Brief: Once the pictures are set aside, repeat all of the data below exactly.

----------------------------------------

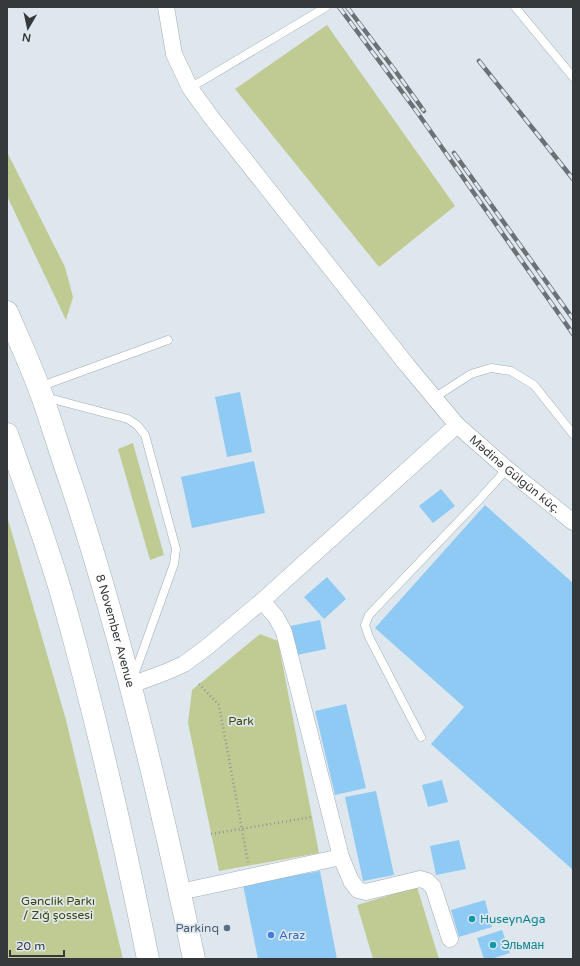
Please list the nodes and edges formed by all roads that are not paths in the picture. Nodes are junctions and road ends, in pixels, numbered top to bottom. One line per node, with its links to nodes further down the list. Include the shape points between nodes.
1 (166, 7): 5 (street, Mədinə Gülgün küç., via 174,54)
2 (326, 7): 5 (lane)
3 (515, 7): 4 (lane)
4 (573, 77)
5 (190, 88): 9 (street, Mədinə Gülgün küç.)
6 (7, 312): 8 (highway, 8 November Avenue)
7 (168, 340): 8 (lane)
8 (40, 392): 16 (highway, 8 November Avenue, via 106,595); 16 (lane, via 128,419 145,435 176,549 174,564)
9 (434, 398): 10 (street, Mədinə Gülgün küç.); 12 (lane, via 471,374 491,368 511,371 534,385)
10 (457, 426): 13 (street, Mədinə Gülgün küç.); 15 (street)
11 (7, 434): 21 (highway, via 68,616 89,696)
12 (573, 434)
13 (507, 469): 14 (street, Mədinə Gülgün küç.); 17 (lane, via 369,615 365,625)
14 (573, 522)
15 (262, 600): 16 (street, via 184,664); 18 (street, via 284,632)
16 (131, 685): 19 (highway, 8 November Avenue)
17 (421, 737)
18 (341, 857): 19 (street); 20 (street, via 351,881 358,890 366,892 420,879 427,881 433,887)
19 (180, 892): 22 (highway, 8 November Avenue)
20 (450, 939)
21 (148, 959)
22 (194, 959)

----------------------------------------

Solution:
Please list the nodes and edges formed by all roads that are not paths in the picture. Nodes are junctions and road ends, in pixels, numbered top to bottom. One line per node, with its links to nodes further down the list. Include the shape points between nodes.
1 (166, 7): 5 (street, Mədinə Gülgün küç., via 174,54)
2 (326, 7): 5 (lane)
3 (515, 7): 4 (lane)
4 (573, 77)
5 (190, 88): 9 (street, Mədinə Gülgün küç.)
6 (7, 312): 8 (highway, 8 November Avenue)
7 (168, 340): 8 (lane)
8 (40, 392): 16 (highway, 8 November Avenue, via 106,595); 16 (lane, via 128,419 145,435 176,549 174,564)
9 (434, 398): 10 (street, Mədinə Gülgün küç.); 12 (lane, via 471,374 491,368 511,371 534,385)
10 (457, 426): 13 (street, Mədinə Gülgün küç.); 15 (street)
11 (7, 434): 21 (highway, via 68,616 89,696)
12 (573, 434)
13 (507, 469): 14 (street, Mədinə Gülgün küç.); 17 (lane, via 369,615 365,625)
14 (573, 522)
15 (262, 600): 16 (street, via 184,664); 18 (street, via 284,632)
16 (131, 685): 19 (highway, 8 November Avenue)
17 (421, 737)
18 (341, 857): 19 (street); 20 (street, via 351,881 358,890 366,892 420,879 427,881 433,887)
19 (180, 892): 22 (highway, 8 November Avenue)
20 (450, 939)
21 (148, 959)
22 (194, 959)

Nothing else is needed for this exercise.